> **WHAT THIS TASK INVOLVES**:
Reproduce everything from the line that contains "I need the junctions" down to the line that contains "Write the network" in the listing below, word for word and nothing more. Leave the pictures out.

> **WORKING DATA**:
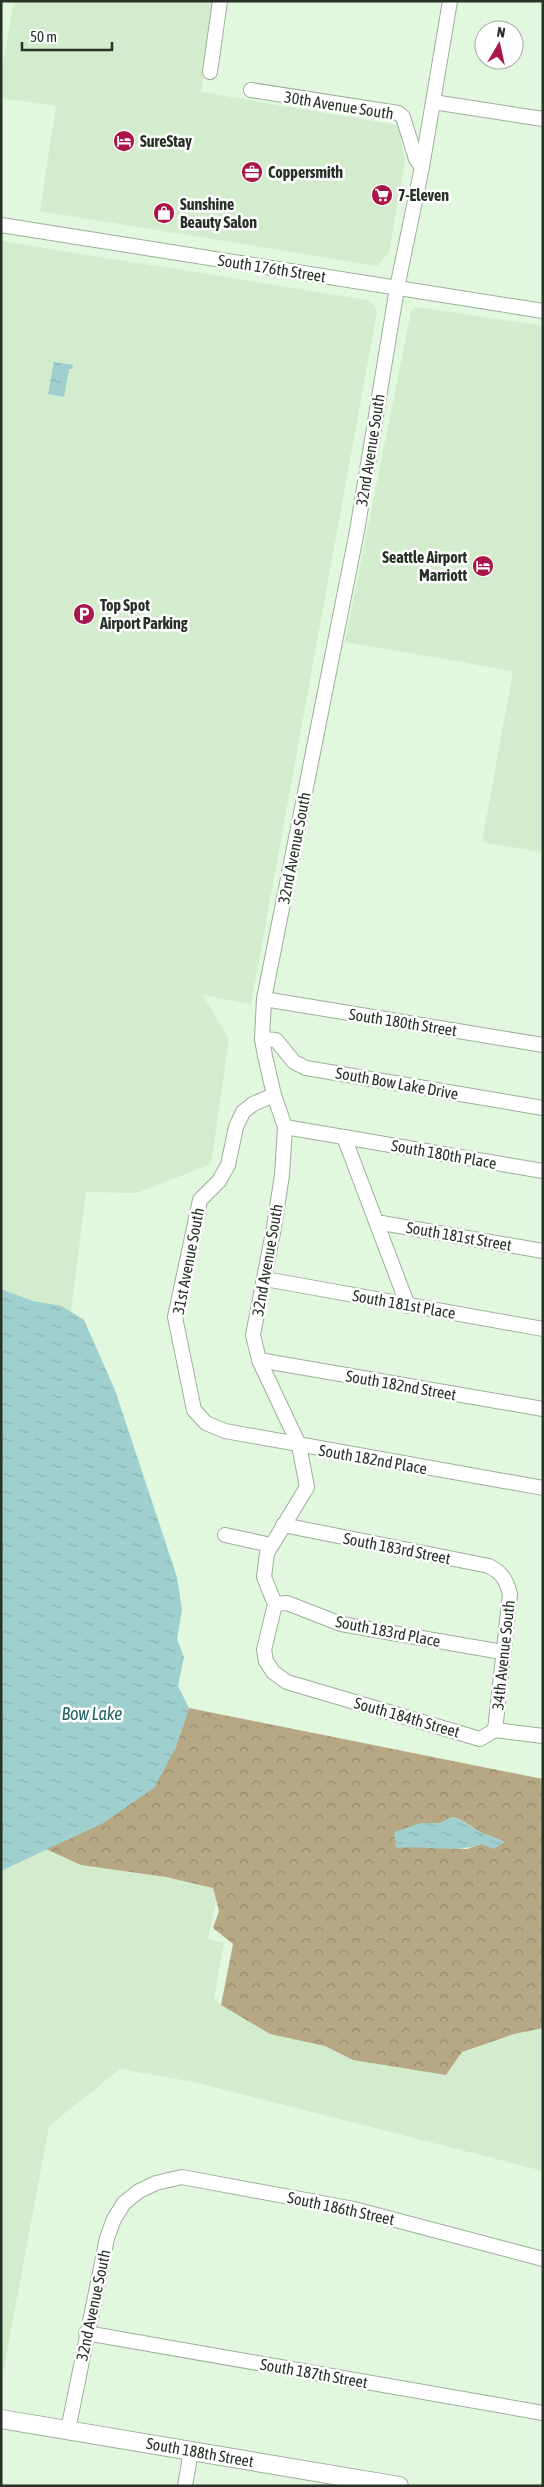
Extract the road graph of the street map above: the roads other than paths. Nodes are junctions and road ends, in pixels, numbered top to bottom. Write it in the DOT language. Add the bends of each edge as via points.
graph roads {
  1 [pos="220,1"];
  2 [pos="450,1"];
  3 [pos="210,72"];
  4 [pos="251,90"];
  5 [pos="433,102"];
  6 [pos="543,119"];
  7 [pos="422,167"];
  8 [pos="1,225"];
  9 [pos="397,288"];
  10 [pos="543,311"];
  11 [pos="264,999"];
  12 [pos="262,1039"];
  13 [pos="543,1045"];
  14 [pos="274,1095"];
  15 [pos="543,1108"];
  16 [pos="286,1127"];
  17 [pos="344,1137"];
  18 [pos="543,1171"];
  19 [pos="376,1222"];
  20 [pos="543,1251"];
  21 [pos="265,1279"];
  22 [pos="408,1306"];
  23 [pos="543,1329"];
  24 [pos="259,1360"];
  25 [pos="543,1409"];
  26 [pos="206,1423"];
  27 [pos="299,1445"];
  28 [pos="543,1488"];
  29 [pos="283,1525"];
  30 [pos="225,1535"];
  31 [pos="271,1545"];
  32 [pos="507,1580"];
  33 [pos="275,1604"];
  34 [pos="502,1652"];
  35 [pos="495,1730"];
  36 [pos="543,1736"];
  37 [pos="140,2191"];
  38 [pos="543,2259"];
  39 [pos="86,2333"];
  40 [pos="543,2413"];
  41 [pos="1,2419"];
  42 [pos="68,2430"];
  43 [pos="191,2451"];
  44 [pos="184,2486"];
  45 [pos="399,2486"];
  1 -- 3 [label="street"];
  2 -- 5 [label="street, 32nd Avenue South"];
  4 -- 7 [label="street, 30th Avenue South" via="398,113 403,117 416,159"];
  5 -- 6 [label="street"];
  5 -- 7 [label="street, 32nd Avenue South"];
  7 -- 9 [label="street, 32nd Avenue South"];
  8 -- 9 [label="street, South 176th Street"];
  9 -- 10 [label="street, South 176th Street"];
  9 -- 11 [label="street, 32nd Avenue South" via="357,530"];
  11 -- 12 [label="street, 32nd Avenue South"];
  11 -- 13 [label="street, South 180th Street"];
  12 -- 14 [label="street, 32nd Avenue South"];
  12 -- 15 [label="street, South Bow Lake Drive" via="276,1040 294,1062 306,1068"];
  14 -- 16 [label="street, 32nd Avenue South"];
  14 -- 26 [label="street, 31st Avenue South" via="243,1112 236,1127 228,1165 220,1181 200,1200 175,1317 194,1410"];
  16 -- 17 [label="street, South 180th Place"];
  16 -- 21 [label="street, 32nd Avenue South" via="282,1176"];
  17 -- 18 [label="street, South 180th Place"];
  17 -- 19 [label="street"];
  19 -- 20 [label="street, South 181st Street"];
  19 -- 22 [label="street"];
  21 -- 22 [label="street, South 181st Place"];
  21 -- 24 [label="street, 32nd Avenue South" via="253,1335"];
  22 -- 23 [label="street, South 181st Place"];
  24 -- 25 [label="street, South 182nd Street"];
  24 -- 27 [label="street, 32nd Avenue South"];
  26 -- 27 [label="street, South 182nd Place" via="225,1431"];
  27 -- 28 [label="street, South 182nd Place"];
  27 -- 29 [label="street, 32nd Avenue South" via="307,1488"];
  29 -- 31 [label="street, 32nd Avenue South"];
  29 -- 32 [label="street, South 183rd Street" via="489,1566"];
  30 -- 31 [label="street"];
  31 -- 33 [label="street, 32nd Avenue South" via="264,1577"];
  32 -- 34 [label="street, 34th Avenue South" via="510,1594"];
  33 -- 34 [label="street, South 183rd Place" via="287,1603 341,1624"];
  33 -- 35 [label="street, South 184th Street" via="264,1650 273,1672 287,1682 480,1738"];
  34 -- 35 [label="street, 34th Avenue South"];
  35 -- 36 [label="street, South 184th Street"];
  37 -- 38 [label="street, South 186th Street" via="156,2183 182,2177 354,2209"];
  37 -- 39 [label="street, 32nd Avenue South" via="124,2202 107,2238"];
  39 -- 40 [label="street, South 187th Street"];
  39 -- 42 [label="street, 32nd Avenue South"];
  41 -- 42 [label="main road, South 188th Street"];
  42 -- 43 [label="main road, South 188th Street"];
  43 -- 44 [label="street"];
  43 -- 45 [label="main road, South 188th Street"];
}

---

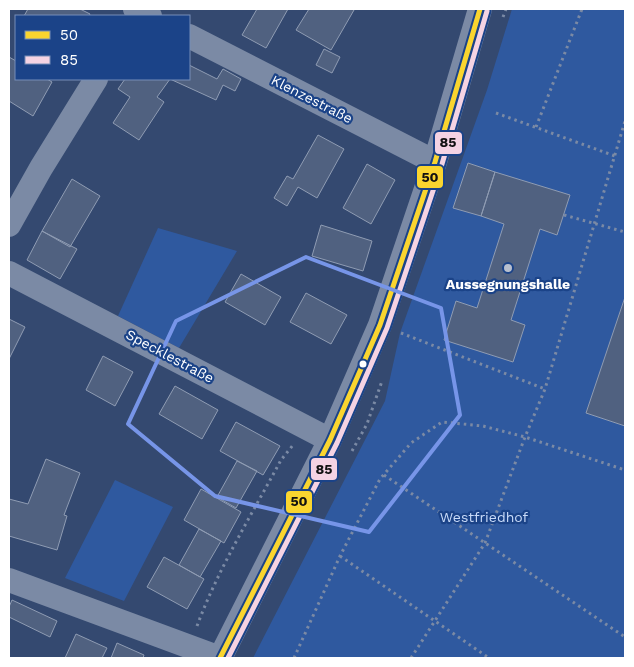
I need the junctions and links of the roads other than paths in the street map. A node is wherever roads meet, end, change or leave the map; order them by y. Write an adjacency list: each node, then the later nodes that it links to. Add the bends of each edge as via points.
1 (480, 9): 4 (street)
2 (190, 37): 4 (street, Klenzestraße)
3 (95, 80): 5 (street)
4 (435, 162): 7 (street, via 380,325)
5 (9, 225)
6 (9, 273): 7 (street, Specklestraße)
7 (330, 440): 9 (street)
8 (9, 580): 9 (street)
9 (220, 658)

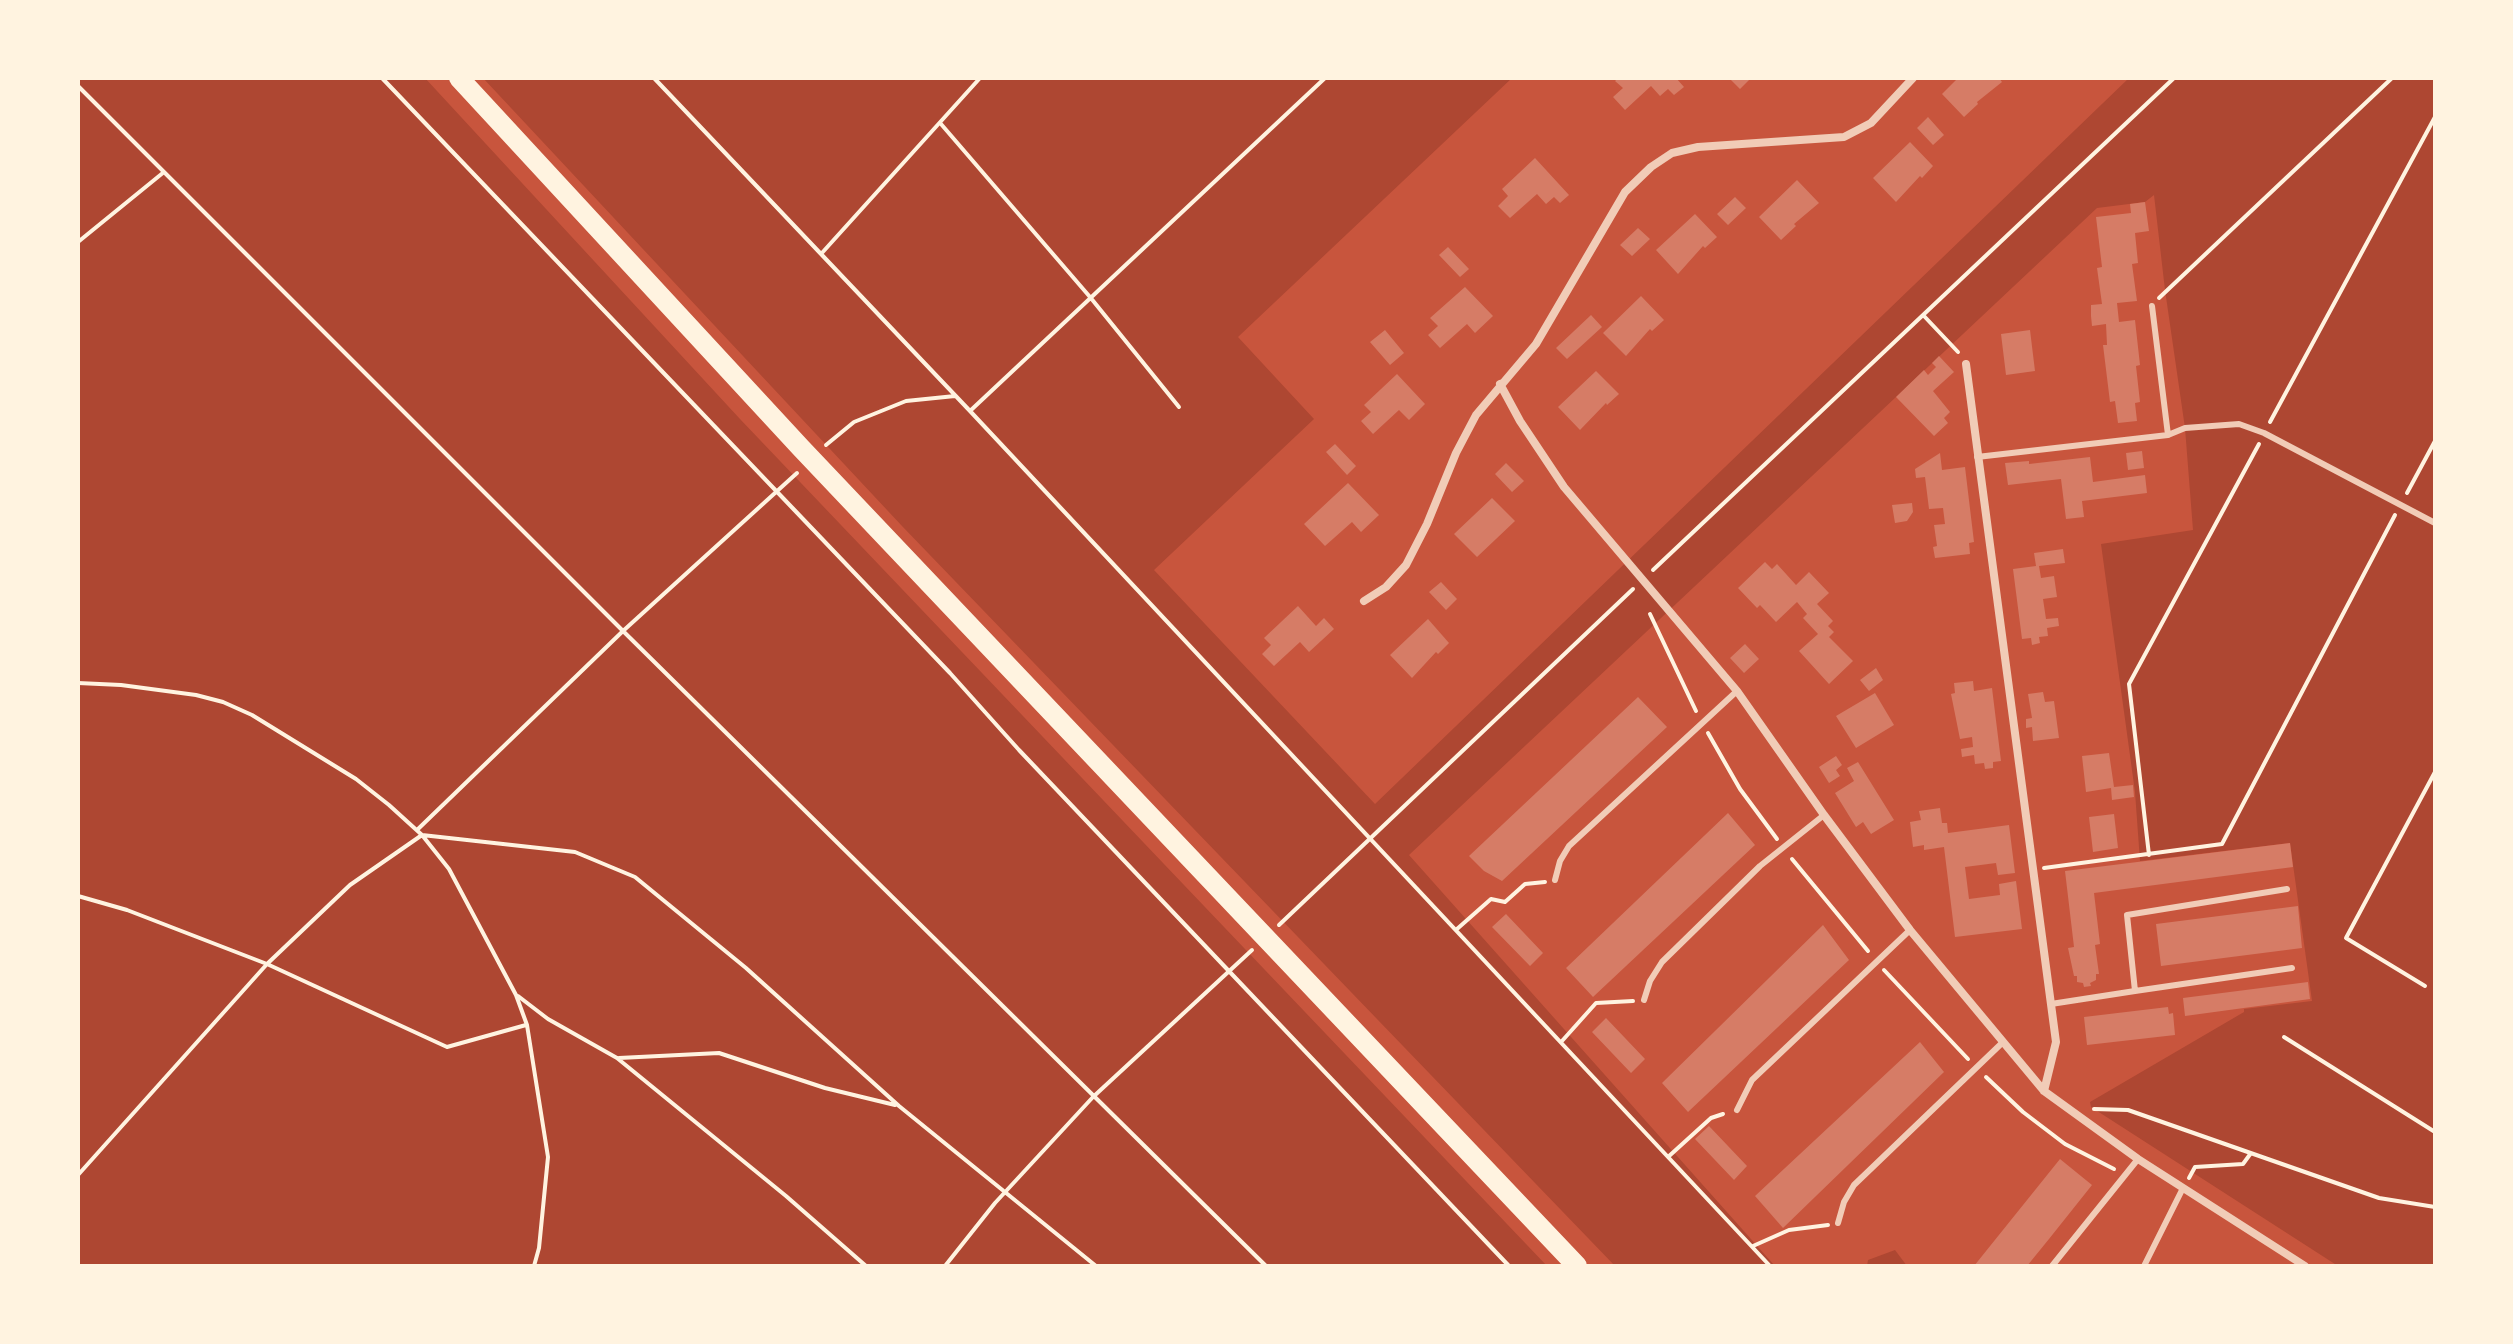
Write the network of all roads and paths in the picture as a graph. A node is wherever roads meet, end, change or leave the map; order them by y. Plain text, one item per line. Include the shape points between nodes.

> **EXERCISE ANSWER**:
I need the junctions and links of the roads other than paths in the street map. A node is wherever roads meet, end, change or leave the map; order them by y. Write an adjacency list: each node, then the later nodes that it links to. Add the bends of each edge as via points.
1 (480, 9): 4 (street)
2 (190, 37): 4 (street, Klenzestraße)
3 (95, 80): 5 (street)
4 (435, 162): 7 (street, via 380,325)
5 (9, 225)
6 (9, 273): 7 (street, Specklestraße)
7 (330, 440): 9 (street)
8 (9, 580): 9 (street)
9 (220, 658)

Write the network of all roads and paths in the picture as a graph. A node is wherever roads meet, end, change or leave the map; order them by y. Plain text, one item per line. Include the shape points between nodes.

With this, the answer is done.